● **Task description**:
Word for word, repeat all the entries below, but without the pictures.

● **The data**:
────

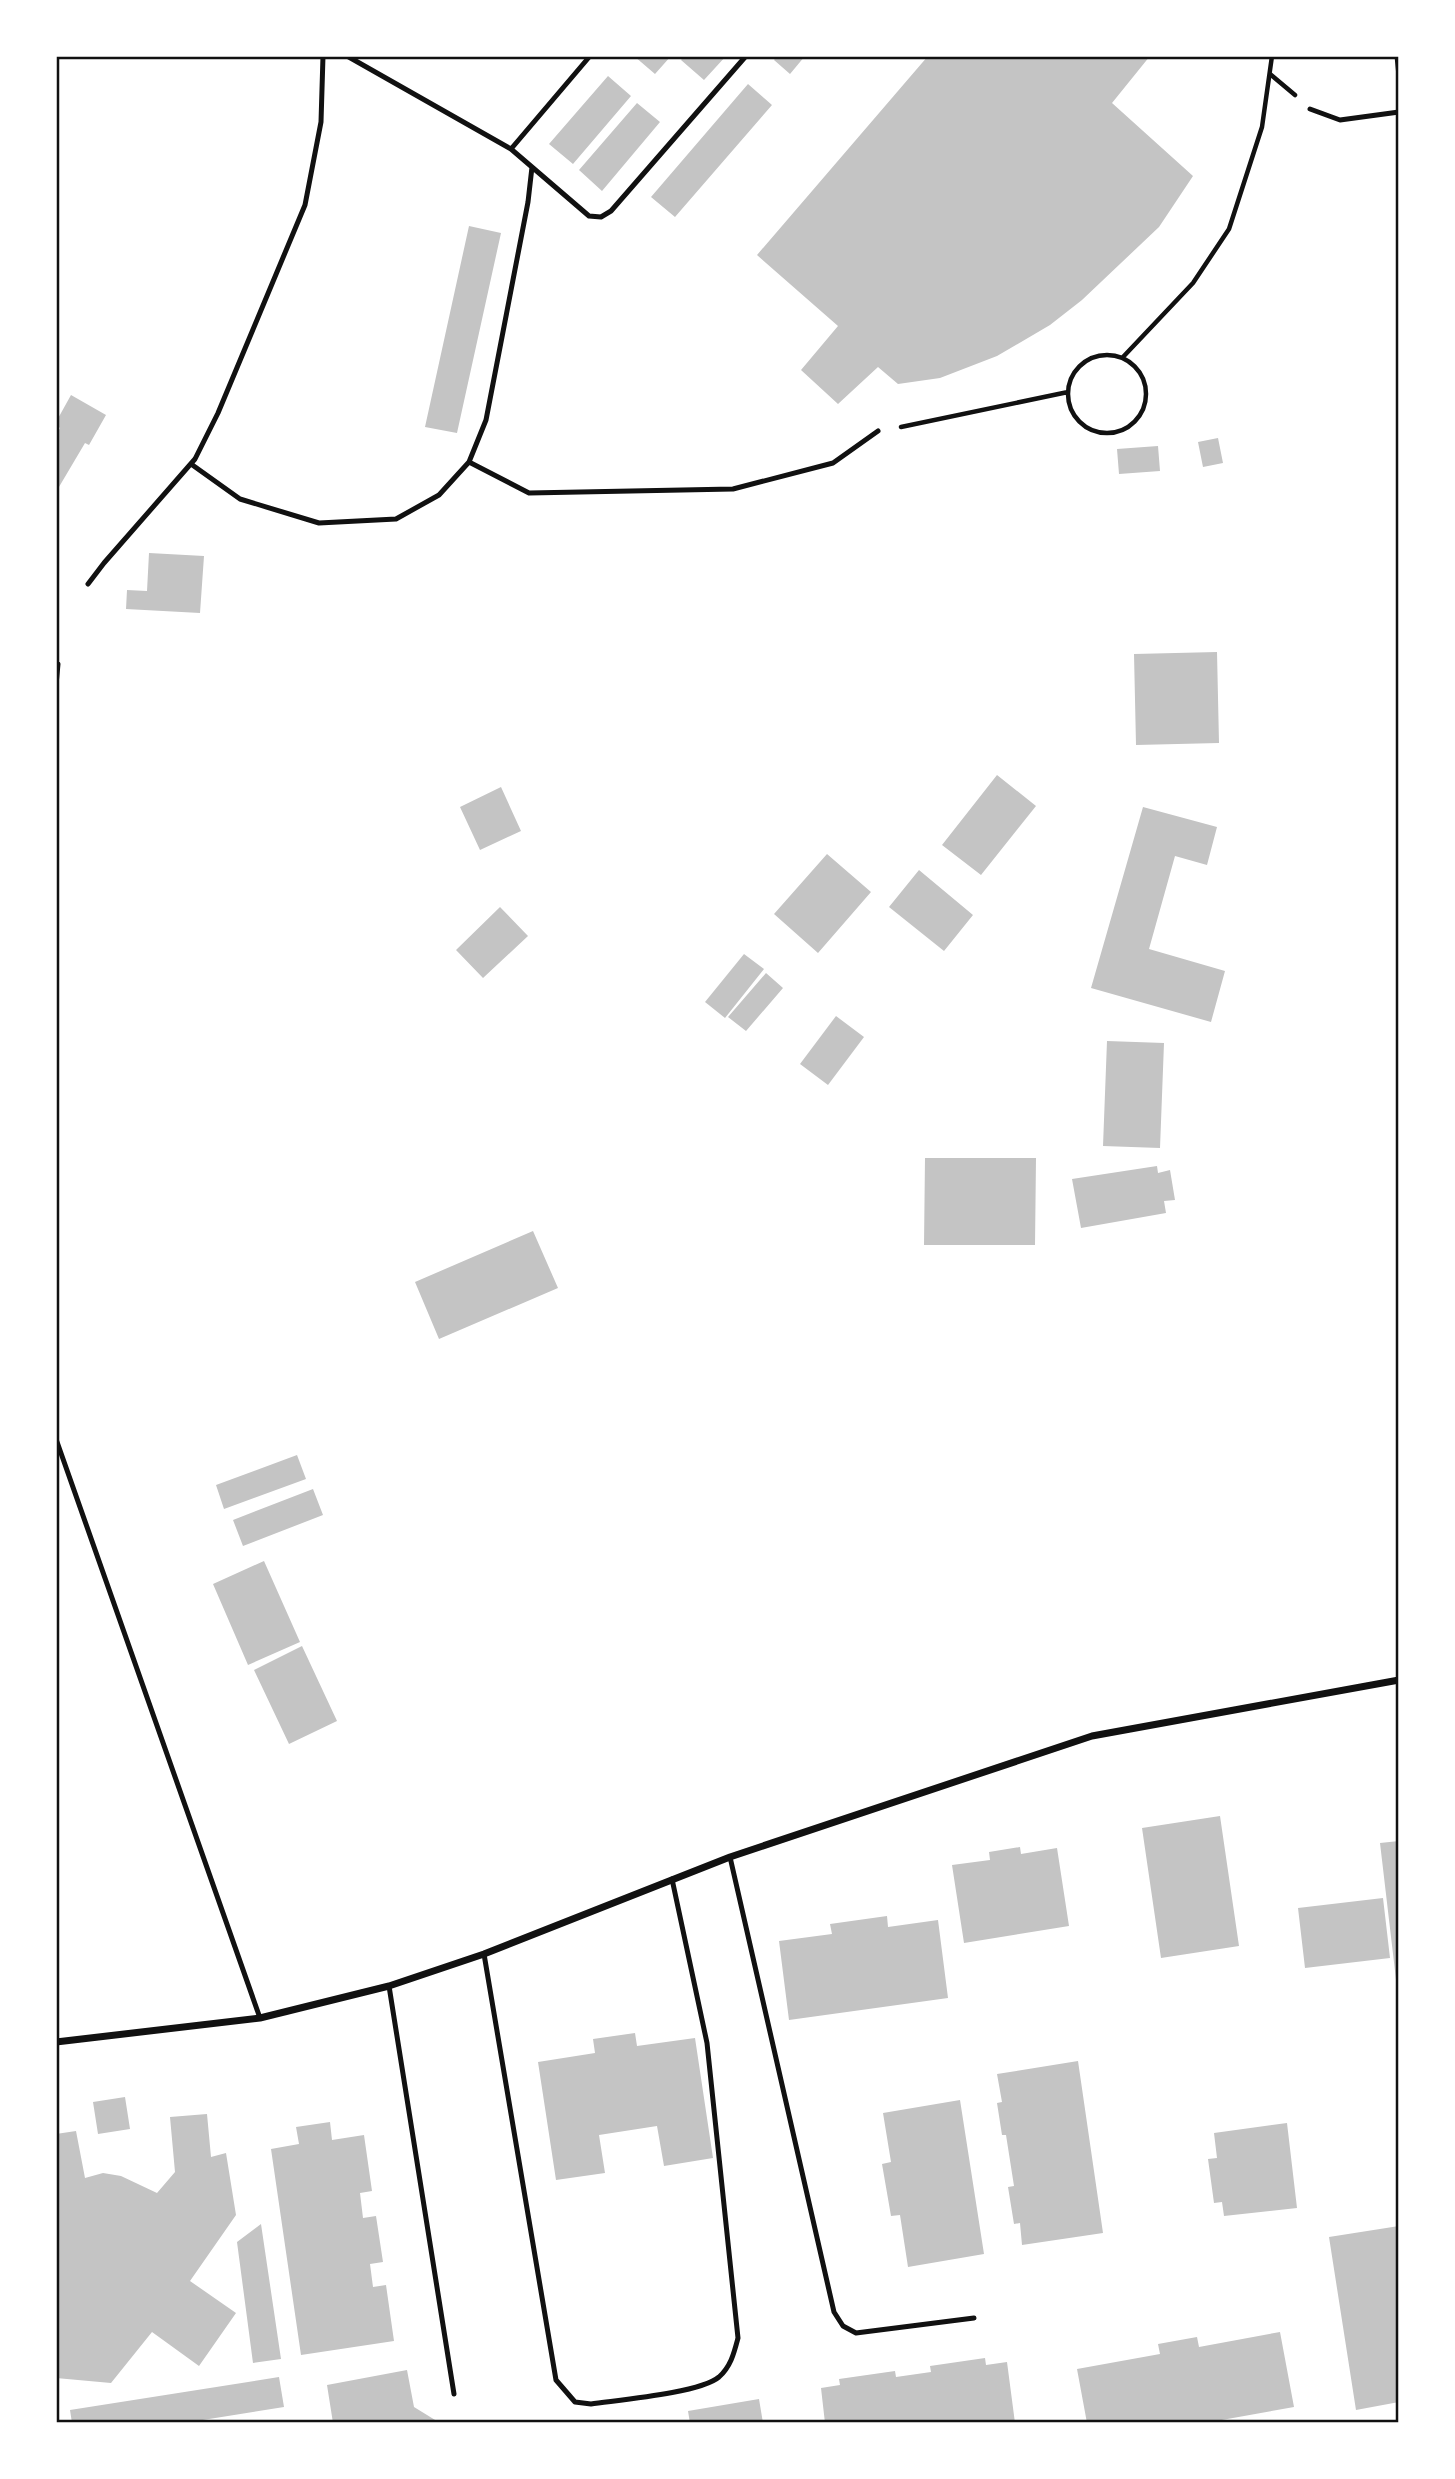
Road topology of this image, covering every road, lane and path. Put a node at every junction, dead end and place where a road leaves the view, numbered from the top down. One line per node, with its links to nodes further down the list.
1 (323, 56): 17 (lane)
2 (347, 56): 11 (lane)
3 (590, 56): 11 (lane)
4 (746, 56): 12 (lane)
5 (1272, 56): 7 (path)
6 (1397, 56): 8 (lane)
7 (1270, 73): 9 (path); 13 (path)
8 (1399, 76)
9 (1310, 109): 10 (lane)
10 (1399, 112)
11 (510, 149): 12 (lane)
12 (532, 167): 16 (lane)
13 (1123, 357): 14 (path); 14 (path)
14 (1068, 392): 15 (path)
15 (878, 431): 16 (lane)
16 (469, 462): 17 (lane)
17 (191, 464): 18 (lane)
18 (88, 584)
19 (58, 664): 20 (lane)
20 (56, 685)
21 (56, 1439): 27 (lane)
22 (1399, 1680): 23 (street)
23 (730, 1857): 24 (street); 29 (lane)
24 (672, 1879): 25 (street); 25 (lane)
25 (484, 1954): 26 (street)
26 (389, 1986): 27 (street); 30 (lane)
27 (260, 2018): 28 (street)
28 (56, 2042)
29 (974, 2318)
30 (454, 2394)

────

● **Output for this exercise**:
Road topology of this image, covering every road, lane and path. Put a node at every junction, dead end and place where a road leaves the view, numbered from the top down. One line per node, with its links to nodes further down the list.
1 (323, 56): 17 (lane)
2 (347, 56): 11 (lane)
3 (590, 56): 11 (lane)
4 (746, 56): 12 (lane)
5 (1272, 56): 7 (path)
6 (1397, 56): 8 (lane)
7 (1270, 73): 9 (path); 13 (path)
8 (1399, 76)
9 (1310, 109): 10 (lane)
10 (1399, 112)
11 (510, 149): 12 (lane)
12 (532, 167): 16 (lane)
13 (1123, 357): 14 (path); 14 (path)
14 (1068, 392): 15 (path)
15 (878, 431): 16 (lane)
16 (469, 462): 17 (lane)
17 (191, 464): 18 (lane)
18 (88, 584)
19 (58, 664): 20 (lane)
20 (56, 685)
21 (56, 1439): 27 (lane)
22 (1399, 1680): 23 (street)
23 (730, 1857): 24 (street); 29 (lane)
24 (672, 1879): 25 (street); 25 (lane)
25 (484, 1954): 26 (street)
26 (389, 1986): 27 (street); 30 (lane)
27 (260, 2018): 28 (street)
28 (56, 2042)
29 (974, 2318)
30 (454, 2394)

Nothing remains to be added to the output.